Sum of uniform samples (C++)

//---------------------------------
#include <Rcpp.h>
#include <sitmo.h>

// [[Rcpp::depends(sitmo)]]

// [[Rcpp::export]]
Rcpp::NumericVector sumunif_sitmo(unsigned int n,
                                  unsigned int nstep,
                                  unsigned int seed)
{
  Rcpp::NumericVector out(n);
  sitmo::prng eng(seed);
  double mx = sitmo::prng::max();
  double tmp = 0;

  for (unsigned int i = 0;i < n;++i)
  {
    tmp = 0.0;
    for (unsigned int k = 0;k < nstep;++k)
      tmp += eng() / mx;

    out[i] = tmp;
  }

  return out;
}

1: Include the {sitmo} package header to access the prng class.
2: Declare the dependency on the {sitmo} package so that the proper include and link flags are set at compile time. In a package, this would be done in the DESCRIPTION file by adding LinkingTo: sitmo.
3: Create a prng object with the specified seed.
4: Get the maximum value that the generator can produce.
5: Generate a uniform random number between 0 and 1.

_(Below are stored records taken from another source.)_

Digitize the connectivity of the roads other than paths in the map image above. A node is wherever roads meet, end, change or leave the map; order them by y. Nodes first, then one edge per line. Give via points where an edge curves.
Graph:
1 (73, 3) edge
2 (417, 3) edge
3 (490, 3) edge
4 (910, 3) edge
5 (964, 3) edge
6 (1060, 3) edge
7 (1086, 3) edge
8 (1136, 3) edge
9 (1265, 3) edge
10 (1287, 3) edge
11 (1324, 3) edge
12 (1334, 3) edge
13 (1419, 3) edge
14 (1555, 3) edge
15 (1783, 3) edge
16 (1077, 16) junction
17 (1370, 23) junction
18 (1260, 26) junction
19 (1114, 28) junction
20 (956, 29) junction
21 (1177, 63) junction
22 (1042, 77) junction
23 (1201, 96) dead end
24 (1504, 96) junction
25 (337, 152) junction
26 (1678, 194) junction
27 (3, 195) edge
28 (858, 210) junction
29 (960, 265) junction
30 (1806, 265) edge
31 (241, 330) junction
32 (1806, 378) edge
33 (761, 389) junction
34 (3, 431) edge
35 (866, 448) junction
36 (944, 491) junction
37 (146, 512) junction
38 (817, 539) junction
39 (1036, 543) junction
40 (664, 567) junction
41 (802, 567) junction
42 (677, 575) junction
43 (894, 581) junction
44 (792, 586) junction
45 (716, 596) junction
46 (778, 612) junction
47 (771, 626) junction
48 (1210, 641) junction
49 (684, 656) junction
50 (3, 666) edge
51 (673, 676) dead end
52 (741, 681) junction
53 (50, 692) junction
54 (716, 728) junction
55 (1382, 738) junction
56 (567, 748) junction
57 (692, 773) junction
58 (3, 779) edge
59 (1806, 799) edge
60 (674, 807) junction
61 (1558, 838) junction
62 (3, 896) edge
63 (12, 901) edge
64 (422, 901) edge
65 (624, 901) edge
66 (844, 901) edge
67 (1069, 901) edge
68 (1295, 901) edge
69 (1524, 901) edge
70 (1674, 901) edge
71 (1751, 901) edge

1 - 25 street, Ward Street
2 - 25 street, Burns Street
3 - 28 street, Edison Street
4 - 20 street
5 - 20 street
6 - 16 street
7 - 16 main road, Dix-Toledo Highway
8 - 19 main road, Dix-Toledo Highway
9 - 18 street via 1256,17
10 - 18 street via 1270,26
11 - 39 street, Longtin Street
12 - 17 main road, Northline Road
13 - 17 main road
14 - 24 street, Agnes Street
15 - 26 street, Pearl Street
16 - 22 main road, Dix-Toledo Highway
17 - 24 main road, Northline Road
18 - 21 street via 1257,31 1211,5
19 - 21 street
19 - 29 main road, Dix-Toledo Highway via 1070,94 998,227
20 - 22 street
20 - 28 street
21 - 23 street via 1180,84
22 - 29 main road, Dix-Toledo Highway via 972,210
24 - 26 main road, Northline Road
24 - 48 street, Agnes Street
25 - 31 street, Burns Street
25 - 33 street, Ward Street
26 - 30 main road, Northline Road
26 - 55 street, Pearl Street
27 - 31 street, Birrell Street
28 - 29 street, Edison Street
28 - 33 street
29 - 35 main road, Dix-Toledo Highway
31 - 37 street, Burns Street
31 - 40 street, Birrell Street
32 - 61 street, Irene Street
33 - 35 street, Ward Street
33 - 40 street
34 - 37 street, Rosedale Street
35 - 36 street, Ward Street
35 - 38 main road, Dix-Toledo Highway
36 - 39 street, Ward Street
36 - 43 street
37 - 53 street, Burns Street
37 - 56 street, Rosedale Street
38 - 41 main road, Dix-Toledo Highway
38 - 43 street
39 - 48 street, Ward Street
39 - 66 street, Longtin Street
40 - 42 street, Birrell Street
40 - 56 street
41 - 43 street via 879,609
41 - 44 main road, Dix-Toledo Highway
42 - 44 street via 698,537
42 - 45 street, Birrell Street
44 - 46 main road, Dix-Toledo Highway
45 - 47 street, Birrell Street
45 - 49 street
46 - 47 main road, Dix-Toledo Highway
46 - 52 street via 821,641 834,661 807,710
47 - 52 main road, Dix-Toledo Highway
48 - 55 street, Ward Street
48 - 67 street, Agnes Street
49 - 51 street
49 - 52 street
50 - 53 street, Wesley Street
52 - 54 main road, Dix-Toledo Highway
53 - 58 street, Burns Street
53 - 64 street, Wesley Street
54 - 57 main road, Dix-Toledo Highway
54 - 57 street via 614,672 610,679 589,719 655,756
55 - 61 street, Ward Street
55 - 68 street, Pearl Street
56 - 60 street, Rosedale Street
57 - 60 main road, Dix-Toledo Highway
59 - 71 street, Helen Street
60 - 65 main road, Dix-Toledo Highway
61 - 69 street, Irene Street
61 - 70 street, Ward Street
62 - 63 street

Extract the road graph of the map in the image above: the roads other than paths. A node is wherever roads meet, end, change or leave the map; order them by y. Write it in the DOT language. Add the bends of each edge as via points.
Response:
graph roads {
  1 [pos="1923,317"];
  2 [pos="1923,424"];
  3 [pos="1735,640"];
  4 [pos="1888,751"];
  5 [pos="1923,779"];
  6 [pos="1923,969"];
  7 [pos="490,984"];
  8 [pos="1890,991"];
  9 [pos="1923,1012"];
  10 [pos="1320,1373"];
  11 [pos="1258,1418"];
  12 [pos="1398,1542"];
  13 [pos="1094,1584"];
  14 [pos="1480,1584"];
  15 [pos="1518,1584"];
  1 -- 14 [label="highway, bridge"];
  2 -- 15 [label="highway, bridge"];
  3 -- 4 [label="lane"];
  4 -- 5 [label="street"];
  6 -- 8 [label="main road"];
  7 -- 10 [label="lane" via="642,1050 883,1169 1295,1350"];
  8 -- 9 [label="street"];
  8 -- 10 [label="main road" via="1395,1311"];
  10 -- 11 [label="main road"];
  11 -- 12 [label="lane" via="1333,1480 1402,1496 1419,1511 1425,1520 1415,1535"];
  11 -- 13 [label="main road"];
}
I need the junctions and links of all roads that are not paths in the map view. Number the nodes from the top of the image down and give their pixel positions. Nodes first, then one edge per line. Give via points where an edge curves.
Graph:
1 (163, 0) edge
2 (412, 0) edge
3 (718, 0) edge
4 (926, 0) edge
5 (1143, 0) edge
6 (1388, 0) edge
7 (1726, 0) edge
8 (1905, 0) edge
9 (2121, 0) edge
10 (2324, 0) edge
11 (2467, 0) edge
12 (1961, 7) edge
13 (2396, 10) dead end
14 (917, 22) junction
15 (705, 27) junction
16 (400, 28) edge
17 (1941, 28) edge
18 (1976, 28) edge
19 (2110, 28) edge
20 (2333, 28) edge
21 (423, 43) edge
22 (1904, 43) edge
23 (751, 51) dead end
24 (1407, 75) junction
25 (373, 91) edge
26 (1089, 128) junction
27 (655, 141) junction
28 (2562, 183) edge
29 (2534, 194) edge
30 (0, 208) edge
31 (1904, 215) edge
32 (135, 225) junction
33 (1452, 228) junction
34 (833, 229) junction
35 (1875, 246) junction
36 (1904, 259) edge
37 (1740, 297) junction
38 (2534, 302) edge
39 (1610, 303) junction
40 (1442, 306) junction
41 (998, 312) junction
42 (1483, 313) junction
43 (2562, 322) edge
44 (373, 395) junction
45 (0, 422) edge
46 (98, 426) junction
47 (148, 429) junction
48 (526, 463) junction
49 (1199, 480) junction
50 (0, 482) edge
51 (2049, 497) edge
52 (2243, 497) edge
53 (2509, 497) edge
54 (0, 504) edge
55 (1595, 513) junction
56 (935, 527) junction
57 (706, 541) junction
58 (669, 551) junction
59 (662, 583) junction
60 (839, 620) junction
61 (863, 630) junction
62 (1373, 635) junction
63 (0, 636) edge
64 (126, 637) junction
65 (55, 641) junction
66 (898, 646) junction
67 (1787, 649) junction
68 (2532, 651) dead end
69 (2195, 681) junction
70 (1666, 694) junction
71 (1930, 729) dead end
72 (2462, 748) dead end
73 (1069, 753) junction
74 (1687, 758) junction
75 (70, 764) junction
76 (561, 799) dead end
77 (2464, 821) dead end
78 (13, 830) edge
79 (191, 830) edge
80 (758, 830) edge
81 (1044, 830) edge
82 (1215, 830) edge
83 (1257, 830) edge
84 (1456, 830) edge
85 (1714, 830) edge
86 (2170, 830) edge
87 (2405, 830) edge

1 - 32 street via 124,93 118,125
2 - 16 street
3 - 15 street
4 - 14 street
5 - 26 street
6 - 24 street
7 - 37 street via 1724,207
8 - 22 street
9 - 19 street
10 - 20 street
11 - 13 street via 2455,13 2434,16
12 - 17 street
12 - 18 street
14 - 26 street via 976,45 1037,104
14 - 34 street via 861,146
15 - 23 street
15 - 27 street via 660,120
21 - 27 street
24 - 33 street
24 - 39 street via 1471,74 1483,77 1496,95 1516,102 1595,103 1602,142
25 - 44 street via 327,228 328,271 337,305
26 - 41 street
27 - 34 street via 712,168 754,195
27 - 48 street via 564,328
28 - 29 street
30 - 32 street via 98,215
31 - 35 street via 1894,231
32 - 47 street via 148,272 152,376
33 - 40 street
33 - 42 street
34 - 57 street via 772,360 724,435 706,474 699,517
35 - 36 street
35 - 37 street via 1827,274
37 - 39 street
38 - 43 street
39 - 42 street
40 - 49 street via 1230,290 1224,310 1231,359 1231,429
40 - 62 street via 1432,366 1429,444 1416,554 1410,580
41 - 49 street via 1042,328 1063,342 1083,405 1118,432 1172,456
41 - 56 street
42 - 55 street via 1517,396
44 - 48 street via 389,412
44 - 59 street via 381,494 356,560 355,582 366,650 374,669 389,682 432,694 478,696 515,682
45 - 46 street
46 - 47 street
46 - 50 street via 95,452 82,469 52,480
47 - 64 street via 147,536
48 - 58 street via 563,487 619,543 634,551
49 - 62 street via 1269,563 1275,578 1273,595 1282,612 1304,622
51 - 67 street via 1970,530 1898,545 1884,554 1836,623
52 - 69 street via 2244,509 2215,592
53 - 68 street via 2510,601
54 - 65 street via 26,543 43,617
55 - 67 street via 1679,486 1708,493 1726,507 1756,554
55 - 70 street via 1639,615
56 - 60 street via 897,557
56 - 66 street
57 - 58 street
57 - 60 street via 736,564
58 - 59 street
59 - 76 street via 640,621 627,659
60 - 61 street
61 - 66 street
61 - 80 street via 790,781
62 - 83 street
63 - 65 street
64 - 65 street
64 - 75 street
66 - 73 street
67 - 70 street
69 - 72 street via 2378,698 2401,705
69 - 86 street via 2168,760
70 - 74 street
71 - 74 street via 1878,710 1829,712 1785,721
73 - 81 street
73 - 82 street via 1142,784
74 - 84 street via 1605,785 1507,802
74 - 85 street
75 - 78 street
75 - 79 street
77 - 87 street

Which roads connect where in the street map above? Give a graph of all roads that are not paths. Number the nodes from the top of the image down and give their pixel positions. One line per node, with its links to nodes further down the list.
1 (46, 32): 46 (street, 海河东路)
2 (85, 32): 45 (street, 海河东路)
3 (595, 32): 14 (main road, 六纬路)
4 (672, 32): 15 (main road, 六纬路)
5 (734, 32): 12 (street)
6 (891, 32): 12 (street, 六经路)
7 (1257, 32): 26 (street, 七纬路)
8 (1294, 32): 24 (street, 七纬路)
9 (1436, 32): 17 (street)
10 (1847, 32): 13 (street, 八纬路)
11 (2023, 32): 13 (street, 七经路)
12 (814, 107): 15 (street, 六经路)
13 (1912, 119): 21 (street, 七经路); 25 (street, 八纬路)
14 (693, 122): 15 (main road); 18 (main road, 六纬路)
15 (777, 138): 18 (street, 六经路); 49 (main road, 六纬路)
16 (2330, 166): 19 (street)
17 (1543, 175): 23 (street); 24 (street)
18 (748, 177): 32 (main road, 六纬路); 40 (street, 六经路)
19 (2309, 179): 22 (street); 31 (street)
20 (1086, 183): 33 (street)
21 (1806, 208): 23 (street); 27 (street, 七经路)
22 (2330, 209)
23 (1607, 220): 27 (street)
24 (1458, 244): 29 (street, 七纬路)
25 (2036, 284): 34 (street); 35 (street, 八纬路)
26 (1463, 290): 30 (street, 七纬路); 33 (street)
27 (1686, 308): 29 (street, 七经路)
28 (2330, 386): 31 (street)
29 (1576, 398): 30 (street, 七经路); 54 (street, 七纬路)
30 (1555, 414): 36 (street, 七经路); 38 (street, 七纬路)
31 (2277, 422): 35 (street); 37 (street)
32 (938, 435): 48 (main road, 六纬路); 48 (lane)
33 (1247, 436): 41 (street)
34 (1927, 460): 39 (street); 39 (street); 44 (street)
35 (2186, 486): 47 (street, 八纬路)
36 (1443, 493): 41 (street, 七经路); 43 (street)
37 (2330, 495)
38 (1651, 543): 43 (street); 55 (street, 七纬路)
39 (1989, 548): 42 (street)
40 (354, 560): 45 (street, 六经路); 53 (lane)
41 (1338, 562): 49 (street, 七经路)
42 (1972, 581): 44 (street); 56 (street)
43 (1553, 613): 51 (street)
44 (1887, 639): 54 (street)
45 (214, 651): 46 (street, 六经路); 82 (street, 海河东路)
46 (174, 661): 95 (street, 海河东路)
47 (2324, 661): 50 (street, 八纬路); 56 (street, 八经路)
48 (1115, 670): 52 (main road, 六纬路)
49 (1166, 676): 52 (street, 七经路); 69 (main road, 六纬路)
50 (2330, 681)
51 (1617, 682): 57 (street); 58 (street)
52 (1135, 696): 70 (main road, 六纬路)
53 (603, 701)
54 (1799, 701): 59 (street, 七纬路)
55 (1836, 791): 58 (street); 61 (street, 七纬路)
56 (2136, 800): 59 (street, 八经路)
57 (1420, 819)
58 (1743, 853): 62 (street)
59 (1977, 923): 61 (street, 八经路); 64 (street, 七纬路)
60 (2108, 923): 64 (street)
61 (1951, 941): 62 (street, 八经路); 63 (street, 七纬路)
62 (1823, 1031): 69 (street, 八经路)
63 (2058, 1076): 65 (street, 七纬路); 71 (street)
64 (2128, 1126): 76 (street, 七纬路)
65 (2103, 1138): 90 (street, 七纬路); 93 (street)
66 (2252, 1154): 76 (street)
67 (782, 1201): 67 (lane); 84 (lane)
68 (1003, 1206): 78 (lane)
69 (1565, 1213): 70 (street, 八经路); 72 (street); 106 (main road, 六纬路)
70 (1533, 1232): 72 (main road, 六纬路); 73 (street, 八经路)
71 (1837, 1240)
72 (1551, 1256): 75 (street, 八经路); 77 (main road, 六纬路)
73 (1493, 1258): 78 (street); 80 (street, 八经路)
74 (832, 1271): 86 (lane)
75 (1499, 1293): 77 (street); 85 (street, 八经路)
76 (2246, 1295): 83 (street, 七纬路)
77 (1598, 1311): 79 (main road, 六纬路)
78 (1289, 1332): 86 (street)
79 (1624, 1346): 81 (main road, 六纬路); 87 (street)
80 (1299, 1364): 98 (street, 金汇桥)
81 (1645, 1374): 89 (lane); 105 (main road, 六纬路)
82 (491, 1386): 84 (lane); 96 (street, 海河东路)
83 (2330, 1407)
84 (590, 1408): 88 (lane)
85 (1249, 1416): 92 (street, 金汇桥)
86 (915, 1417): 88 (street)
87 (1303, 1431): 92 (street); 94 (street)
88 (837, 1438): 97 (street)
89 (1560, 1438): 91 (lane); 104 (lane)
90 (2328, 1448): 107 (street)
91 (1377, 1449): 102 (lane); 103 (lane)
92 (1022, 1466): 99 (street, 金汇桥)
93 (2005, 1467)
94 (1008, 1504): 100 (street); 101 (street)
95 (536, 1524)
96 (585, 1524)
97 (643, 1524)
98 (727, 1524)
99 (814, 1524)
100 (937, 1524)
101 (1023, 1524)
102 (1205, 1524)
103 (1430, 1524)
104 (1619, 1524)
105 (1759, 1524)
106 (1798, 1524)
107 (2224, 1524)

Sum of uniform samples (OpenMP)

//---------------------------------
#include <Rcpp.h>
#include <sitmo.h>

// // [[Rcpp::plugins(openmp)]] // Uncomment on Windows and Linux

#ifdef _OPENMP
#include <omp.h>
#endif

// [[Rcpp::depends(sitmo)]]

// [[Rcpp::export]]
Rcpp::NumericVector sumunif_sitmo_omp(unsigned int n,
                                      unsigned int nstep,
                                      Rcpp::IntegerVector seeds)
{
  Rcpp::NumericVector out(n);

  unsigned int ncores = seeds.size();

#ifdef _OPENMP
#pragma omp parallel num_threads(ncores)
{
#endif
  unsigned int seed = seeds[0];

#ifdef _OPENMP
  seed = seeds[omp_get_thread_num()];
#endif

  sitmo::prng eng(seed);
  double mx = sitmo::prng::max();
  double tmp = 0;

#ifdef _OPENMP
#pragma omp for
#endif
  for (unsigned int i = 0;i < n;++i)
  {
    tmp = 0.0;
    for (unsigned int k = 0;k < nstep;++k)
      tmp += eng() / mx;

    out[i] = tmp;
  }

#ifdef _OPENMP
}
#endif

return out;
}

1: Include the OpenMP header file to access the omp_get_thread_num() function.
2: Pass a vector of seeds to the function: this allows each thread to have its own seed.
3: Get the number of cores from the length of the seeds vector.
4: Define the code section that will be parallelized and specify the number of threads.
5: Set the seed for the first thread to handle the case where OpenMP is not enabled.
6: Set the seed for each thread using each thead’s ID obtained from omp_get_thread_num().
7: Parallelize the outer loop using the #pragma omp for directive.
8: Close the parallel region.

Benchmarking

Code

n <- 1e6
nstep <- 1e3
seeds <- sample.int(1e6, 8)

bm <- bench::mark(
  rowSums(matrix(runif(n*nstep), n, nstep)),
  sumunif_sitmo(n, nstep, seeds[1]),
  sumunif_sitmo_omp(n, nstep, seeds[1:1]),
  sumunif_sitmo_omp(n, nstep, seeds[1:2]),
  sumunif_sitmo_omp(n, nstep, seeds[1:4]),
  sumunif_sitmo_omp(n, nstep, seeds[1:8]),
  iterations = bch_runs, 
  time_unit = "s", 
  check = FALSE
)

Programming language	Expression	Median computation time
R	rowSums(matrix(runif(n * nstep), n, nstep))	7.22 s
C++	sumunif_sitmo(n, nstep, seeds[1])	2.36 s
C++ (OpenMP)	sumunif_sitmo_omp(n, nstep, seeds[1:1])	2.43 s
C++ (OpenMP)	sumunif_sitmo_omp(n, nstep, seeds[1:2])	1.22 s
C++ (OpenMP)	sumunif_sitmo_omp(n, nstep, seeds[1:4])	0.62 s
C++ (OpenMP)	sumunif_sitmo_omp(n, nstep, seeds[1:8])	0.33 s

{RcppParallel}

Overview

{RcppParallel} provides a complete toolkit for creating portable, high-performance parallel algorithms without requiring direct manipulation of operating system threads.

Features

Intel TBB, a C++ library for task parallelism with a wide variety of parallel algorithms and data structures (Windows, OS X, Linux, and Solaris x86 only).
TinyThread, a C++ library for portable use of operating system threads.
RVector and RMatrix wrapper classes for safe and convenient access to R data structures in a multi-threaded environment.
High level parallel functions (parallelFor() and parallelReduce()) that use Intel TBB as a back-end if supported and TinyThread otherwise.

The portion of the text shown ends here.